Mais uma vez, é importante refletir. Como você acha que foi a construção familiar de uma pessoa negra liberta? Quantas coisas você imagina que essa pessoa teve que ressignificar?
A importância do dia 20 de Novembro
Somos todos racistas em desconstrução, e é por isso que esta data é importante.
A data é um símbolo dessa dívida histórica. O mesmo sistema racista que permitiu o regime da escravidão, que condenou e matou Zumbi dos Palmares. E deu origem ao feriado, hoje é responsável por deixar milhares de mães negras desamparadas carregando a dor de nunca terem uma resposta do porquê seus filhos foram assassinados.

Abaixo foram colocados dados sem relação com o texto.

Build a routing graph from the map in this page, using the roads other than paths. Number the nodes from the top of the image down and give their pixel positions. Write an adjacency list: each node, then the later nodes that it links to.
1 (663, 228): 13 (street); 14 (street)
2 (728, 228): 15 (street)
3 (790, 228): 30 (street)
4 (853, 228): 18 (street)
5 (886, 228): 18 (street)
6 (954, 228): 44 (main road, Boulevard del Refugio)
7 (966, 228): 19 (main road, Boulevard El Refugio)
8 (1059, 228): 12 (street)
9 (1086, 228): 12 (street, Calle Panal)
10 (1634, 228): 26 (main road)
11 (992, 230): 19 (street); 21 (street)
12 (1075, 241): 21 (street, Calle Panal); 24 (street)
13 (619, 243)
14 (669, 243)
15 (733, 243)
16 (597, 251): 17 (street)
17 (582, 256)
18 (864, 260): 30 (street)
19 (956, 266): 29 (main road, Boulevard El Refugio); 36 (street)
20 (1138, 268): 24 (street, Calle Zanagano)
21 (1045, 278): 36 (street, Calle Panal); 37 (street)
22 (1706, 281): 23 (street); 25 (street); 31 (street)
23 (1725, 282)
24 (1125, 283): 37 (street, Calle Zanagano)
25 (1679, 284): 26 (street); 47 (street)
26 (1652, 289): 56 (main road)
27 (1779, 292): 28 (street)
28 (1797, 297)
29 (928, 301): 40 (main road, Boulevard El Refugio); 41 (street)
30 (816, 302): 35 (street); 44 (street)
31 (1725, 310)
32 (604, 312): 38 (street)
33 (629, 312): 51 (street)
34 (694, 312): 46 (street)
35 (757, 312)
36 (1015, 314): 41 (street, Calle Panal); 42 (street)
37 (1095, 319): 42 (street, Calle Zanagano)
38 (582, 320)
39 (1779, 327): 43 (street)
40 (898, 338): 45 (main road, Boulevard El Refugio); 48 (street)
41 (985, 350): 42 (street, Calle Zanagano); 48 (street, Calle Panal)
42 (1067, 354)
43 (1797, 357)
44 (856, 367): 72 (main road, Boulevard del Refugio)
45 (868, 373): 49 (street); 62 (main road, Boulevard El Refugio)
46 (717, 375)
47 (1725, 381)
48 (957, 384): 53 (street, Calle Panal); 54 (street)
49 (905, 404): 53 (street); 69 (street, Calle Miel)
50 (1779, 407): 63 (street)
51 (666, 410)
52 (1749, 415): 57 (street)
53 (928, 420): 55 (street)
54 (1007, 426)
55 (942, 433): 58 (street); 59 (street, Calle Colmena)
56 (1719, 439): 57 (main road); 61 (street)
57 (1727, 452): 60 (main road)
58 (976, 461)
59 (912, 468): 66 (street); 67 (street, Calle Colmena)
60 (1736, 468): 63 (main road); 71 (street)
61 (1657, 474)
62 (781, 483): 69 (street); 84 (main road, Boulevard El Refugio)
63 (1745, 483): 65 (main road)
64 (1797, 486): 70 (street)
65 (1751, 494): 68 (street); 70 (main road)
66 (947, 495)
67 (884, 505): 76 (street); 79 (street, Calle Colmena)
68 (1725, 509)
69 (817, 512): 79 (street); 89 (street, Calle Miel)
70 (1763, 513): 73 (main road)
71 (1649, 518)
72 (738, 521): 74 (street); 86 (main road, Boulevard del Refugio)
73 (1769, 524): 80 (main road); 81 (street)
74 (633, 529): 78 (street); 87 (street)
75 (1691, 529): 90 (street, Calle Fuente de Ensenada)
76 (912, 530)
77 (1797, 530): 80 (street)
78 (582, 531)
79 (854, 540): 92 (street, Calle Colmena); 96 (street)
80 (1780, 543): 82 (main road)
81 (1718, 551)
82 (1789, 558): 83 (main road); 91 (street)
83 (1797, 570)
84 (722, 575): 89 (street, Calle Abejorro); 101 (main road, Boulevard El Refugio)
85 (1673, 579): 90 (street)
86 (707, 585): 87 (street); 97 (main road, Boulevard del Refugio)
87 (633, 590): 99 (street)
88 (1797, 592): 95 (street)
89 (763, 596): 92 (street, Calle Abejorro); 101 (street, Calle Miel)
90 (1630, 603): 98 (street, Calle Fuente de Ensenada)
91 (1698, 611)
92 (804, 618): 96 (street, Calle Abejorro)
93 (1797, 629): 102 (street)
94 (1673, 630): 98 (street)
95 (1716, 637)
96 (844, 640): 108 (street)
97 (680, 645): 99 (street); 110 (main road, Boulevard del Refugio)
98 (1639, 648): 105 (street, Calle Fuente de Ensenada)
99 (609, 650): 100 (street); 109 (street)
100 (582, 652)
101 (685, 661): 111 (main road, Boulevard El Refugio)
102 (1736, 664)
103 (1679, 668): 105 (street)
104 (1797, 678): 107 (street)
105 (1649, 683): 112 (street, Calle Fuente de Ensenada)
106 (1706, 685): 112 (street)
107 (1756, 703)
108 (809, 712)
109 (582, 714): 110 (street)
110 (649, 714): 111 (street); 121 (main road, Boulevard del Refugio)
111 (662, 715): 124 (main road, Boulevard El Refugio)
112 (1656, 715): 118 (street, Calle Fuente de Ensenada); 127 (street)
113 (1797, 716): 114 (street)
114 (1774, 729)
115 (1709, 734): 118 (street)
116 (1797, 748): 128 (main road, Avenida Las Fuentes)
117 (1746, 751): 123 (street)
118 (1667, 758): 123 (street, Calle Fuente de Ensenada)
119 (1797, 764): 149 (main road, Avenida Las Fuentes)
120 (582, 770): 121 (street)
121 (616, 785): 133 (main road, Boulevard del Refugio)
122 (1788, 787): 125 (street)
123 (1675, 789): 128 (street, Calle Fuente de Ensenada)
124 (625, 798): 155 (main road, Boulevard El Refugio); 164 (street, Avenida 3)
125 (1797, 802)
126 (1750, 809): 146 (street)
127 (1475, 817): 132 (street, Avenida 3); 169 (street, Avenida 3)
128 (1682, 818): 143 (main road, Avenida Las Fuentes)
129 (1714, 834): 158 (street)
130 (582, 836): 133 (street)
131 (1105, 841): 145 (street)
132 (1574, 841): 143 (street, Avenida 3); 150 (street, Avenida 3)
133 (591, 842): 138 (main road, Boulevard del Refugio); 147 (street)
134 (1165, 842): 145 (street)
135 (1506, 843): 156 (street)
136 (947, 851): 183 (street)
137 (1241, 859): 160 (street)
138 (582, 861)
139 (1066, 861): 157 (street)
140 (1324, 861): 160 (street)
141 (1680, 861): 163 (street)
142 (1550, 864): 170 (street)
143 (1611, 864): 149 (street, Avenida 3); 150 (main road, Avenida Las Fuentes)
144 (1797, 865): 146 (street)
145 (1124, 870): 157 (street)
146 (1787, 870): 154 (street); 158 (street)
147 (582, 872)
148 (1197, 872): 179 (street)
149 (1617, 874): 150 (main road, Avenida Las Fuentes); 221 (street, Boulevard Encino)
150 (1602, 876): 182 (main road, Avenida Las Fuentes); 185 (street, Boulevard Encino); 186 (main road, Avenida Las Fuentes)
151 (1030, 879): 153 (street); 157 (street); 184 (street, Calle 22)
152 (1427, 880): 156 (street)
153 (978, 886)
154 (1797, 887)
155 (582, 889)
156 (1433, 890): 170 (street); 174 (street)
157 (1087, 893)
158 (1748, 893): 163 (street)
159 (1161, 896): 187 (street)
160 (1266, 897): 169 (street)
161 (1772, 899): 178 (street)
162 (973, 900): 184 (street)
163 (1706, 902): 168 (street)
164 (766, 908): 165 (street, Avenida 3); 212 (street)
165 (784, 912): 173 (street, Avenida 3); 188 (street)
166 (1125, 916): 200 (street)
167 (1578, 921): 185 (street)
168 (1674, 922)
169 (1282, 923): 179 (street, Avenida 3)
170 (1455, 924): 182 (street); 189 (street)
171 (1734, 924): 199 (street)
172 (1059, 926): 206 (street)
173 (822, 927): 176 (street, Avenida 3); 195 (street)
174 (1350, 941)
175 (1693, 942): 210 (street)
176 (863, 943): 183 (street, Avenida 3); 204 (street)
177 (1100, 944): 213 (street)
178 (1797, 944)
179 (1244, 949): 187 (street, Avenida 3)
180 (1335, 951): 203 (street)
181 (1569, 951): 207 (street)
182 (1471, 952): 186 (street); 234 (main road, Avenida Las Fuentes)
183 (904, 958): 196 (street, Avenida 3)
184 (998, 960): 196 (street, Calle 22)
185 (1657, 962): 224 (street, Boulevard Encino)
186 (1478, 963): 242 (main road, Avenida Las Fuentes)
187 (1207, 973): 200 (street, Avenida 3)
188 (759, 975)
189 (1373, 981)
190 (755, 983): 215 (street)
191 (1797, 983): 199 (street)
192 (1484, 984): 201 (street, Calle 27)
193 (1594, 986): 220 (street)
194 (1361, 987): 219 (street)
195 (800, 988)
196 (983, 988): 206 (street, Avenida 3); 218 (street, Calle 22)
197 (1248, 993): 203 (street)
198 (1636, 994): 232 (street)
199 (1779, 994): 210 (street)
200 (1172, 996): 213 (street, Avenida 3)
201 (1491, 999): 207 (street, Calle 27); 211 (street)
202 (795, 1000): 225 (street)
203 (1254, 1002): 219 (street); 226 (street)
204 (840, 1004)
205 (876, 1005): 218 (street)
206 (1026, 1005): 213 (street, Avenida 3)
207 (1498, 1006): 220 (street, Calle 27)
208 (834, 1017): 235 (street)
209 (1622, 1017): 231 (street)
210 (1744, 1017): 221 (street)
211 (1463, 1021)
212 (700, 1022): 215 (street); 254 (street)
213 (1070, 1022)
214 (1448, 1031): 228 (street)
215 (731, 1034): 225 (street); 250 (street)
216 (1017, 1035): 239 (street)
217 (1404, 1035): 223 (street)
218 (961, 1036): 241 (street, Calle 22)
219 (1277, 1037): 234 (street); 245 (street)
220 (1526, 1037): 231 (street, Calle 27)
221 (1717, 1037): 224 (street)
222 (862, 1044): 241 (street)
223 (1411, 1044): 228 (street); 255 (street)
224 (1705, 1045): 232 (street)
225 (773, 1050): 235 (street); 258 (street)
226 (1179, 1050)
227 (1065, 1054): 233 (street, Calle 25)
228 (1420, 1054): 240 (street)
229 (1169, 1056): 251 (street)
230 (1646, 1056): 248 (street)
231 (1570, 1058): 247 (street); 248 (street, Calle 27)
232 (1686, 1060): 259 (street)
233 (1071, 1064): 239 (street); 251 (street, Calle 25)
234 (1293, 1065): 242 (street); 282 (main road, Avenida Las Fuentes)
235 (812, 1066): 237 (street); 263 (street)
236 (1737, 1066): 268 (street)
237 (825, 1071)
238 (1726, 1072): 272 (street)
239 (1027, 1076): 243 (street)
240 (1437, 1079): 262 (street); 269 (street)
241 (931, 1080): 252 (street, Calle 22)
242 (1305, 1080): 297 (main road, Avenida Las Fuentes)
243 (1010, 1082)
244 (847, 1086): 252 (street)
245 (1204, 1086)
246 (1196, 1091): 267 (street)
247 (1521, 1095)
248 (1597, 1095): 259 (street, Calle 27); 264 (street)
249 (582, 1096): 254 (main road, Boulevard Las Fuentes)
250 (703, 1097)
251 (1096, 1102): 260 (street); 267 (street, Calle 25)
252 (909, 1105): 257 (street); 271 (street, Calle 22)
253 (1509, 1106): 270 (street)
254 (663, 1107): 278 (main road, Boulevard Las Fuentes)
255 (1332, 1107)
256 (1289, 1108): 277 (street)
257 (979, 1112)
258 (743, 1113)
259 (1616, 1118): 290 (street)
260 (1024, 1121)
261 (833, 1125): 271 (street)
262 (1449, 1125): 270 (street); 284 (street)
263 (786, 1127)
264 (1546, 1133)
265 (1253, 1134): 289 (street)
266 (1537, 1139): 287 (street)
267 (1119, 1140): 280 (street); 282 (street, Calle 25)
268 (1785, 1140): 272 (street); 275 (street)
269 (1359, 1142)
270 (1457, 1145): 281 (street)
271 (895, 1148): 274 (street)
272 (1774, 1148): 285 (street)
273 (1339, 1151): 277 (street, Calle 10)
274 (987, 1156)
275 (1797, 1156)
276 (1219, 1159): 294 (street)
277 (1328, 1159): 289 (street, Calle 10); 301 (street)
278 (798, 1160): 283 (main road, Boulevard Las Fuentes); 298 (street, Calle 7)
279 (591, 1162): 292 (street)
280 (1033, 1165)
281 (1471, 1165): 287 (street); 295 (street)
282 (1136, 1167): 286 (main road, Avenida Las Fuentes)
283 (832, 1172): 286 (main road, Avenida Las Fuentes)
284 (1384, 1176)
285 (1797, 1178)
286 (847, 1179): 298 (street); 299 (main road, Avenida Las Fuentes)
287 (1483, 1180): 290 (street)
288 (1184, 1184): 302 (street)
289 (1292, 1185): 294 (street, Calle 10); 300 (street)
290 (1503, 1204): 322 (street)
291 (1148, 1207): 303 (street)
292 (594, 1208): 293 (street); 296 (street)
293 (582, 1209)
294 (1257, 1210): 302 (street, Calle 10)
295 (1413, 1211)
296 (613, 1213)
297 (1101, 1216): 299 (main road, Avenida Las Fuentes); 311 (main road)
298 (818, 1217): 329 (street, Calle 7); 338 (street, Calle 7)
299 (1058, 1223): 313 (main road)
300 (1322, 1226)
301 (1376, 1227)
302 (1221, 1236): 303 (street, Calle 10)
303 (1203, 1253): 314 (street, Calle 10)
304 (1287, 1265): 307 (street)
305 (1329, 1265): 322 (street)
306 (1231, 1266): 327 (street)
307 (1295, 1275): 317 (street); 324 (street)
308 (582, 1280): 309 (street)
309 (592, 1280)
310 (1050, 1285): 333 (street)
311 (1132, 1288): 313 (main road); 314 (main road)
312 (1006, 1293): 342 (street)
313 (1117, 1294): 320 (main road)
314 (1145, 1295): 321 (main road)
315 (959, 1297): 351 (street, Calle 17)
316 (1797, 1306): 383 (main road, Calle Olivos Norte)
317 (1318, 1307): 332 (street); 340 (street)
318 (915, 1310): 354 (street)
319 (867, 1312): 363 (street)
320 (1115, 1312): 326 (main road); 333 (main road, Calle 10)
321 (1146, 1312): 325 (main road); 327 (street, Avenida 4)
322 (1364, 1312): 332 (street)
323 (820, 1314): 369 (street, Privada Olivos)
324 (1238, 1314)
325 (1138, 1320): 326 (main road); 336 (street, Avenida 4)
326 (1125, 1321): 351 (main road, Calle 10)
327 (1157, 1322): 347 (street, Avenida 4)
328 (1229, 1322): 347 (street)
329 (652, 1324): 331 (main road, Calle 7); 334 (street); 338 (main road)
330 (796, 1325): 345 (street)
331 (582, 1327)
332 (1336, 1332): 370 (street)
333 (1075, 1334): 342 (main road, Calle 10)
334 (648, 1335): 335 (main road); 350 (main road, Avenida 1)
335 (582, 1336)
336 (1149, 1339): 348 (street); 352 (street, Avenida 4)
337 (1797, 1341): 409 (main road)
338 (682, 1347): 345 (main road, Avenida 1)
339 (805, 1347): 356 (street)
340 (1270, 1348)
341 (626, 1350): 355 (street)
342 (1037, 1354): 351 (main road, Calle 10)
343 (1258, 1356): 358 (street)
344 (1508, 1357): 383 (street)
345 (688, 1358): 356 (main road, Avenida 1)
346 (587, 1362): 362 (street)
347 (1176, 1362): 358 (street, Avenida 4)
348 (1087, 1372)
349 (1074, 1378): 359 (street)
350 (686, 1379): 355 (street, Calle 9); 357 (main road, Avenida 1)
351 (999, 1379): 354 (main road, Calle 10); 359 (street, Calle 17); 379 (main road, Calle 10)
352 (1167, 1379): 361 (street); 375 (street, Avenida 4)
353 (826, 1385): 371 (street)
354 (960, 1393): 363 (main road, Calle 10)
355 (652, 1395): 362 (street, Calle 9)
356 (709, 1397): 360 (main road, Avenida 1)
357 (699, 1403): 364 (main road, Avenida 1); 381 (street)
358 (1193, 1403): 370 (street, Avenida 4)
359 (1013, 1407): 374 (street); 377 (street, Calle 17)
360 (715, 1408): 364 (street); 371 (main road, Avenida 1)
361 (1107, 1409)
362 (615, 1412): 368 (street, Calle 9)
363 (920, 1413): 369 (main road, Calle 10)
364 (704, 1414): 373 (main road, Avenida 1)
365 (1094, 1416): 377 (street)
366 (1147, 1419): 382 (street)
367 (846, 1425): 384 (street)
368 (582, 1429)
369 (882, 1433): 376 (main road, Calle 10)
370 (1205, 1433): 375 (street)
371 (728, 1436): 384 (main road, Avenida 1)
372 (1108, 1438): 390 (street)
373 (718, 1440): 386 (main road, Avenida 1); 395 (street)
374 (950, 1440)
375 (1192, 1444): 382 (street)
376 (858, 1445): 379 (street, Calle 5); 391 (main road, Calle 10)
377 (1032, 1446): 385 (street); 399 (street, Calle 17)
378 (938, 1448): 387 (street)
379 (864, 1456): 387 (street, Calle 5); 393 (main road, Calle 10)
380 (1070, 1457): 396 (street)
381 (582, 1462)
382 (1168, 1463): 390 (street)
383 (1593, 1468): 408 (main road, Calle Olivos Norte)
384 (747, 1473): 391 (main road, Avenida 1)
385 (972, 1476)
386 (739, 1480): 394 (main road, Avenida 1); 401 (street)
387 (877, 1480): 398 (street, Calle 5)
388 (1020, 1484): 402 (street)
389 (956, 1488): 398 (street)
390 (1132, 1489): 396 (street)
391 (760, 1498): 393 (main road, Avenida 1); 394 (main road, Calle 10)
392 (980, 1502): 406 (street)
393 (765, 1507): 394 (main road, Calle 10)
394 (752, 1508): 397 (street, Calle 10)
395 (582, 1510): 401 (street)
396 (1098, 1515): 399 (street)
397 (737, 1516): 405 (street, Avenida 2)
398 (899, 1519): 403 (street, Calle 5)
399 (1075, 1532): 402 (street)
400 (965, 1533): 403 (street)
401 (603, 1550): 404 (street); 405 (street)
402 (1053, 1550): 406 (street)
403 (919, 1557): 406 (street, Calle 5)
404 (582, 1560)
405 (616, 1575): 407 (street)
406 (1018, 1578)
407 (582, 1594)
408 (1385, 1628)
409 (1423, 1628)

A história das pessoas que foram escravizadas é de luta e resistência ainda que tenham sido sequestradas de seus países, tendo seus corpos mutilados, sua liberdade encarcerada, sua história esquecida, sua cultura criminalizada, seus traços ridicularizados, sua ancestralidade ocultada mas que, mesmo assim, cerram punhos para o alto num movimento de orgulho a sua raça.
O racismo é uma estrutura socialmente difundida na nossa sociedade. E é por isso que precisamos questionar e refletir sobre equidade racial todos os dias, até que todas as pessoas possam viver com segurança suficiente para transitar entre espaços sem sentir que seus traços, particularidade diversa de todo ser humano, irão ditar o sucesso ou a insuficiência de seus planos e sonhos, sejam eles familiares, profissionais ou vocacionais.